Nadie se movía. Quedaban allí, mirando. Cuando comprendí lo que estaba ocurriendo ante mis ojos, reaccioné inmediatamente. Sabía que podía pasar esa barrera nadando bajo el agua, pegado al fondo. Pero, dada la fuerza de las olas, jamás habría podido traer a ese chico. Entonces se me ocurrió atarlo a una boya. Me veo gritando a esas personas:
- ¡Rápido, traigan una boya de niño y una cuerda! ¡Y también un cuchillo, rápido! ¡Vayan a buscarlo en sus tiendas de campaña (había un camping junto a la playa)!
Pero nadie se movía, como si no quisieran perderse el espectáculo. Tuve que gritar. Entonces uno me trajo una boya circular con cabeza de pato. La desinflé para poder sujetarla a mi cintura. Una mujer había traído un largo trozo de cuerda de nailon gris, que debía usar para colgar su línea. Tomé el cuchillo, dispuesto a cortar unos tres metros.

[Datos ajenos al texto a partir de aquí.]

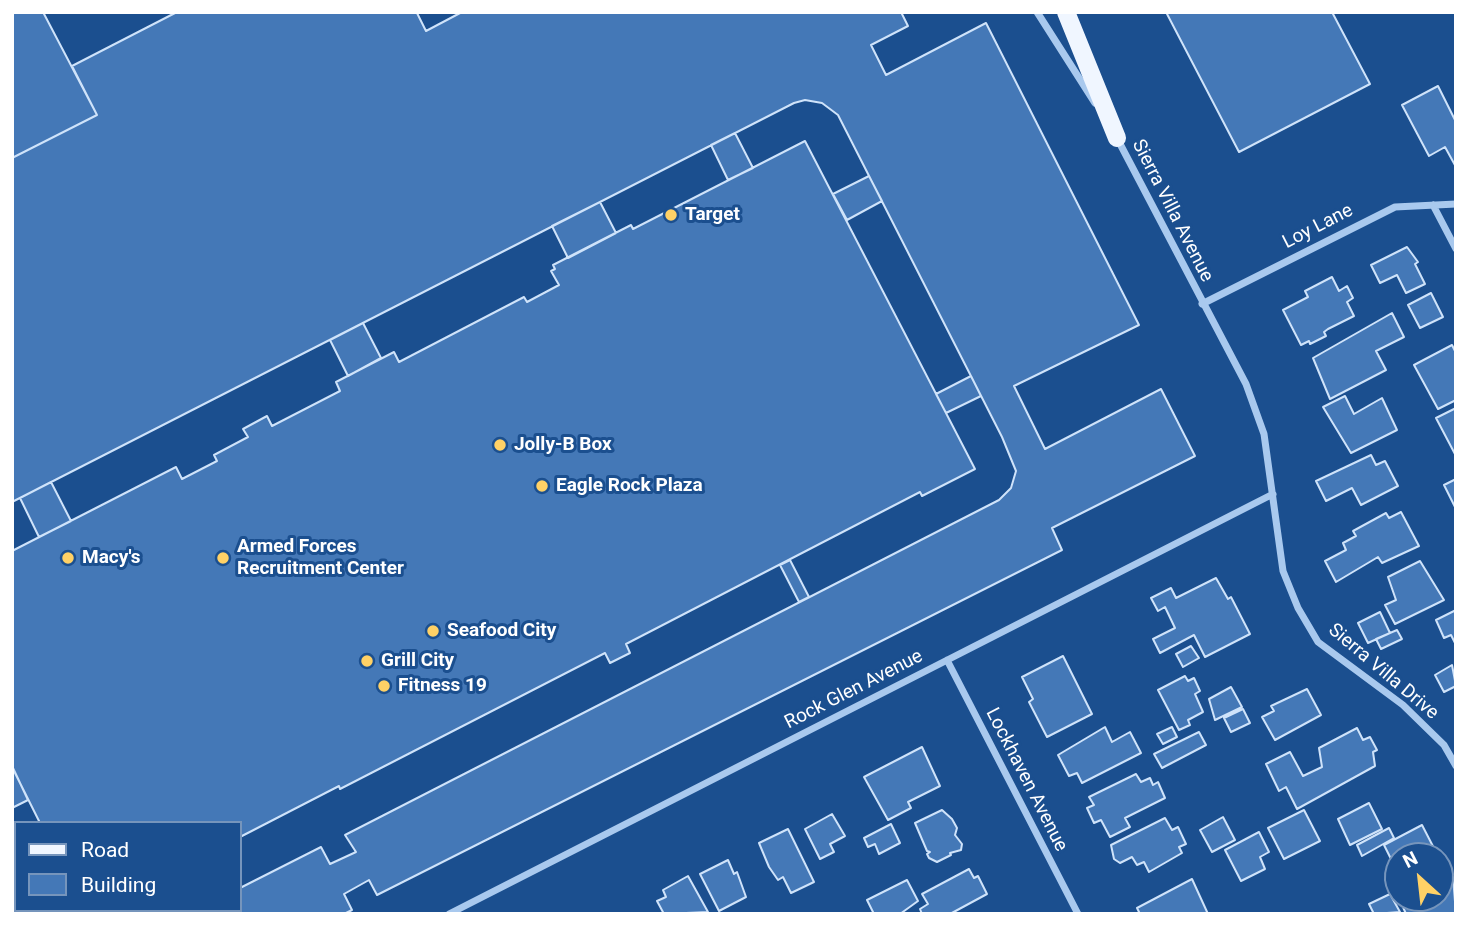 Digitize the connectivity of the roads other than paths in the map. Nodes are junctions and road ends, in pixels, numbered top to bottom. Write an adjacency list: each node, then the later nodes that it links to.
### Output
1 (1037, 12): 3 (street, Sierra Villa Avenue)
2 (1066, 12): 3 (main road)
3 (1117, 138): 7 (street, Sierra Villa Avenue)
4 (1456, 204): 5 (street, Loy Lane)
5 (1433, 205): 6 (street); 7 (street, Loy Lane)
6 (1456, 249)
7 (1202, 304): 8 (street, Sierra Villa Avenue)
8 (1264, 433): 9 (street, Sierra Villa Drive)
9 (1273, 494): 10 (street, Rock Glen Avenue); 11 (street, Sierra Villa Drive)
10 (947, 660): 12 (street, Rock Glen Avenue); 13 (street, Lockhaven Avenue)
11 (1456, 766)
12 (450, 914)
13 (1078, 914) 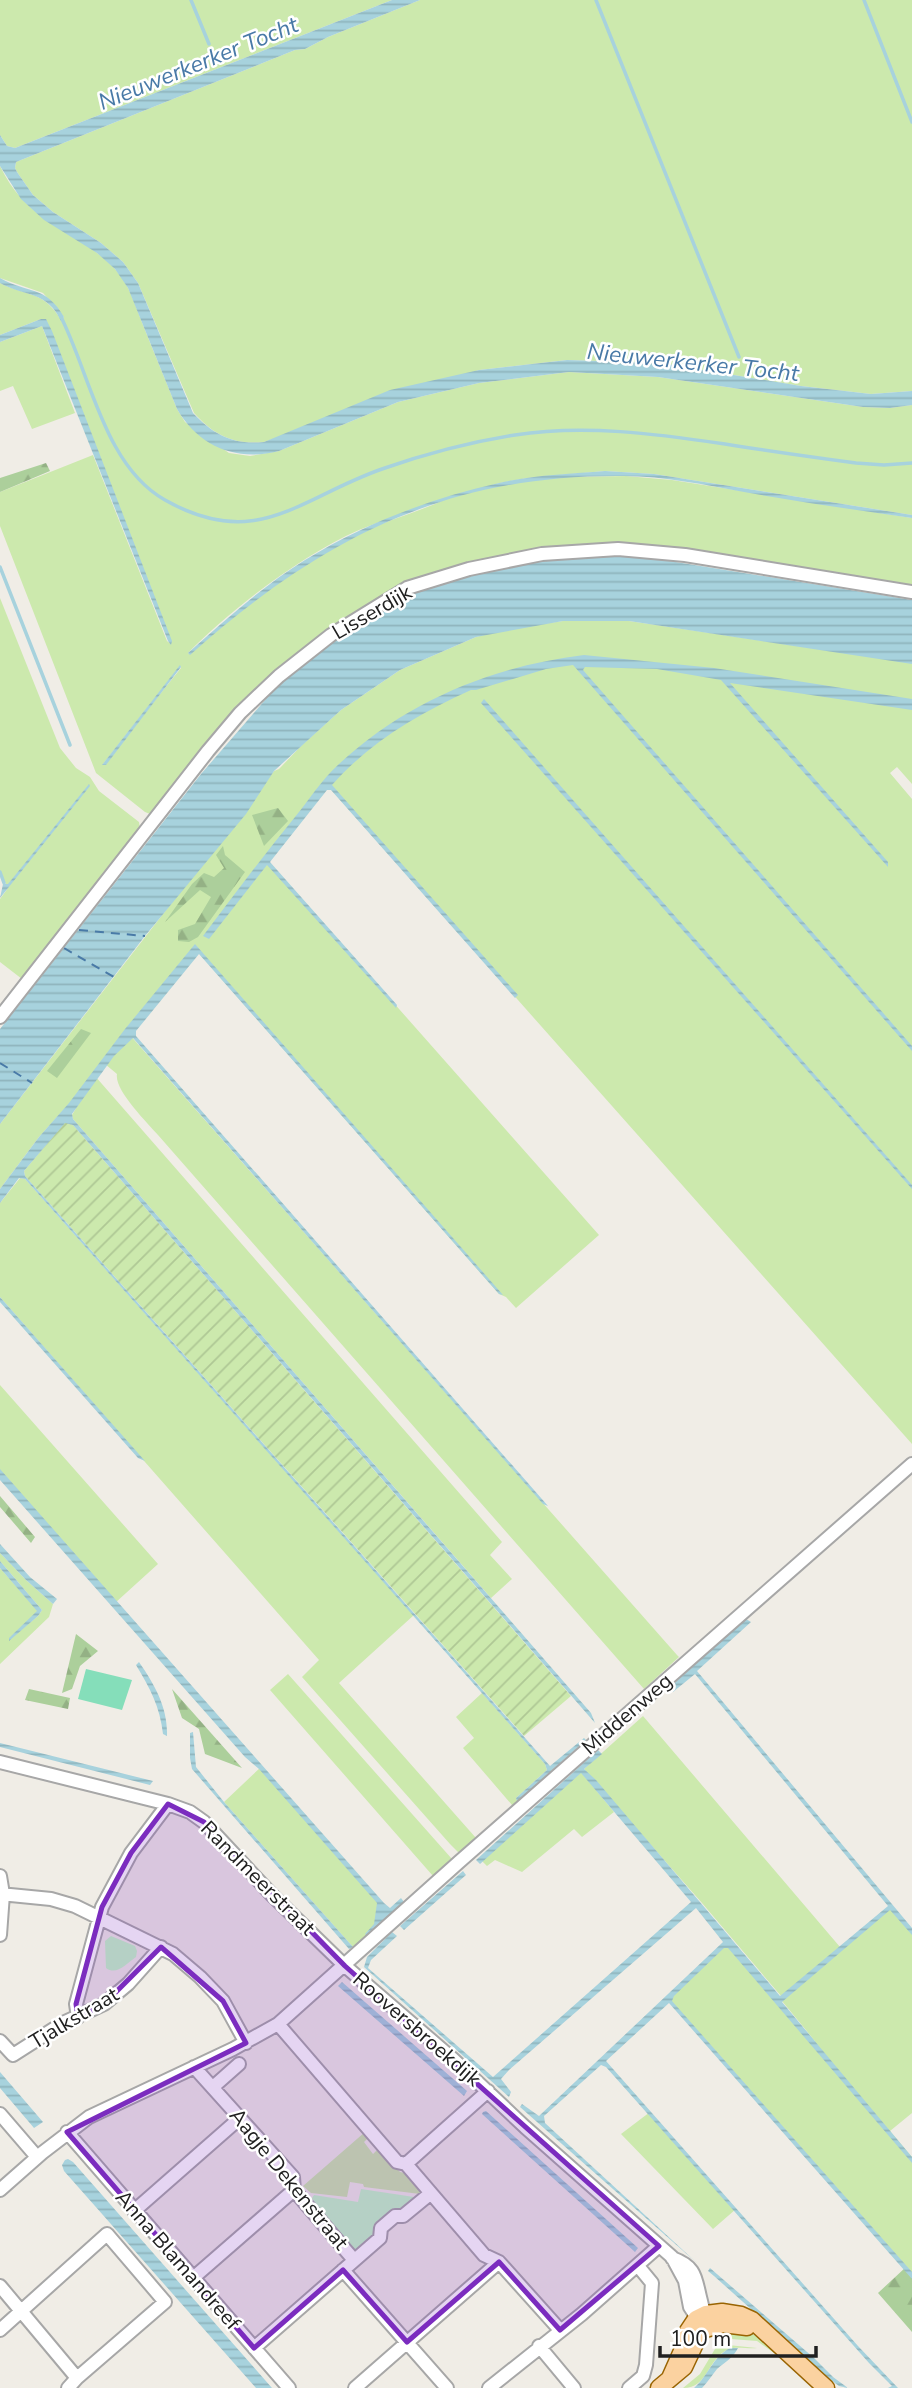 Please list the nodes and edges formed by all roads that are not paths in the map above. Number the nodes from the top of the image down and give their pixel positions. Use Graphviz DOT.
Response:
graph roads {
  1 [pos="912,592"];
  2 [pos="0,1017"];
  3 [pos="912,1464"];
  4 [pos="0,1762"];
  5 [pos="168,1804"];
  6 [pos="0,1876"];
  7 [pos="1,1894"];
  8 [pos="99,1917"];
  9 [pos="0,1935"];
  10 [pos="161,1947"];
  11 [pos="345,1966"];
  12 [pos="78,2017"];
  13 [pos="278,2024"];
  14 [pos="0,2041"];
  15 [pos="246,2043"];
  16 [pos="239,2064"];
  17 [pos="194,2067"];
  18 [pos="213,2087"];
  19 [pos="488,2091"];
  20 [pos="0,2114"];
  21 [pos="240,2118"];
  22 [pos="67,2132"];
  23 [pos="37,2157"];
  24 [pos="405,2164"];
  25 [pos="0,2190"];
  26 [pos="294,2190"];
  27 [pos="431,2193"];
  28 [pos="134,2210"];
  29 [pos="659,2246"];
  30 [pos="355,2260"];
  31 [pos="499,2262"];
  32 [pos="638,2266"];
  33 [pos="343,2270"];
  34 [pos="193,2278"];
  35 [pos="0,2287"];
  36 [pos="20,2311"];
  37 [pos="702,2321"];
  38 [pos="0,2330"];
  39 [pos="560,2330"];
  40 [pos="407,2342"];
  41 [pos="539,2346"];
  42 [pos="254,2347"];
  43 [pos="72,2383"];
  44 [pos="664,2383"];
  45 [pos="289,2388"];
  46 [pos="355,2388"];
  47 [pos="447,2388"];
  48 [pos="489,2388"];
  49 [pos="574,2388"];
  50 [pos="629,2388"];
  51 [pos="826,2388"];
  1 -- 2 [label="street, Lisserdijk"];
  3 -- 11 [label="street, Middenweg"];
  4 -- 5 [label="street, Randmeerstraat"];
  5 -- 8 [label="street"];
  5 -- 11 [label="street, Randmeerstraat"];
  6 -- 7 [label="street"];
  7 -- 8 [label="street"];
  7 -- 9 [label="street"];
  8 -- 10 [label="street"];
  8 -- 12 [label="street"];
  10 -- 12 [label="street, Tjalkstraat"];
  10 -- 15 [label="street"];
  11 -- 13 [label="street, Rooversbroekdijk"];
  11 -- 19 [label="street, Rooversbroekdijk"];
  12 -- 14 [label="street, Tjalkstraat"];
  13 -- 15 [label="street, Rooversbroekdijk"];
  13 -- 24 [label="street"];
  15 -- 17 [label="street, Rooversbroekdijk"];
  16 -- 18 [label="street"];
  17 -- 18 [label="street, Aagje Dekenstraat"];
  17 -- 22 [label="street, Rooversbroekdijk"];
  18 -- 21 [label="street, Aagje Dekenstraat"];
  19 -- 24 [label="street"];
  19 -- 29 [label="street, Rooversbroekdijk"];
  20 -- 23 [label="street"];
  21 -- 26 [label="street, Aagje Dekenstraat"];
  21 -- 28 [label="street"];
  22 -- 23 [label="street, Rooversbroekdijk"];
  22 -- 28 [label="street, Anna Blamandreef"];
  23 -- 25 [label="street, Rooversbroekdijk"];
  24 -- 27 [label="street"];
  26 -- 30 [label="street, Aagje Dekenstraat"];
  26 -- 34 [label="street"];
  27 -- 30 [label="street"];
  27 -- 31 [label="street"];
  28 -- 34 [label="street, Anna Blamandreef"];
  29 -- 32 [label="street"];
  29 -- 37 [label="street, Rooversbroekdijk"];
  30 -- 33 [label="street"];
  31 -- 39 [label="street"];
  31 -- 40 [label="street"];
  32 -- 39 [label="street"];
  32 -- 50 [label="street"];
  33 -- 40 [label="street, Aagje Dekenstraat"];
  33 -- 42 [label="street"];
  34 -- 42 [label="street, Anna Blamandreef"];
  35 -- 36 [label="street"];
  36 -- 38 [label="street"];
  36 -- 43 [label="street"];
  36 -- 43 [label="street"];
  37 -- 44 [label="main road"];
  37 -- 51 [label="main road"];
  39 -- 41 [label="street"];
  40 -- 46 [label="street"];
  40 -- 47 [label="street, Aagje Dekenstraat"];
  41 -- 48 [label="street"];
  41 -- 49 [label="street"];
  42 -- 45 [label="street, Anna Blamandreef"];
}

- ¡Oh, vas a cortarla! .....
No, no es una película, es la realidad.
Corrí para pasar la barrera a trescientos metros a la izquierda. Las olas parecían menos fuertes. Rascando el fondo durante unos cincuenta metros, pude realmente salir a la superficie al otro lado de la barrera. Entonces nadé para llegar al lugar donde el tipo debía estar luchando. En la playa, mi hijo me hacía señas con el brazo, insistente. Creí que me hacía señas de que la ola había arrastrado al tipo. Entonces debía apresurarme y volver por el camino contrario, lo cual hice. Pero cuando llegué, me dijo que solo me hacía señas "así". En el momento en que llegué al lugar del drama, el chico tal vez acababa de hundirse. En cualquier caso, había tres metros de agua como máximo. Si lo hubiera buscado bajo el agua, tal vez lo habría encontrado. Pero ya no tenía sentido especular sobre lo que podría haber pasado si...
Ya no había nada que hacer.
Como ya no había nada que ver, la gente regresó a las tiendas de campaña. Me dijeron que se trataba de una pareja de jóvenes daneses que habían llegado esa mañana en un charter. Me interesé por lo que había sido de la joven mujer.
- Oh, déjalo, seguro que alguien se ocupó de ella.
Quise verificarlo. No, todo el mundo se había ido, dejando a esa joven mujer sola frente al mar embravecido. Recuerdo que un matrimonio alemán llegó diciendo "nosotros tenemos un coche, si puede servir...". En cuestión de minutos, la playa se vació.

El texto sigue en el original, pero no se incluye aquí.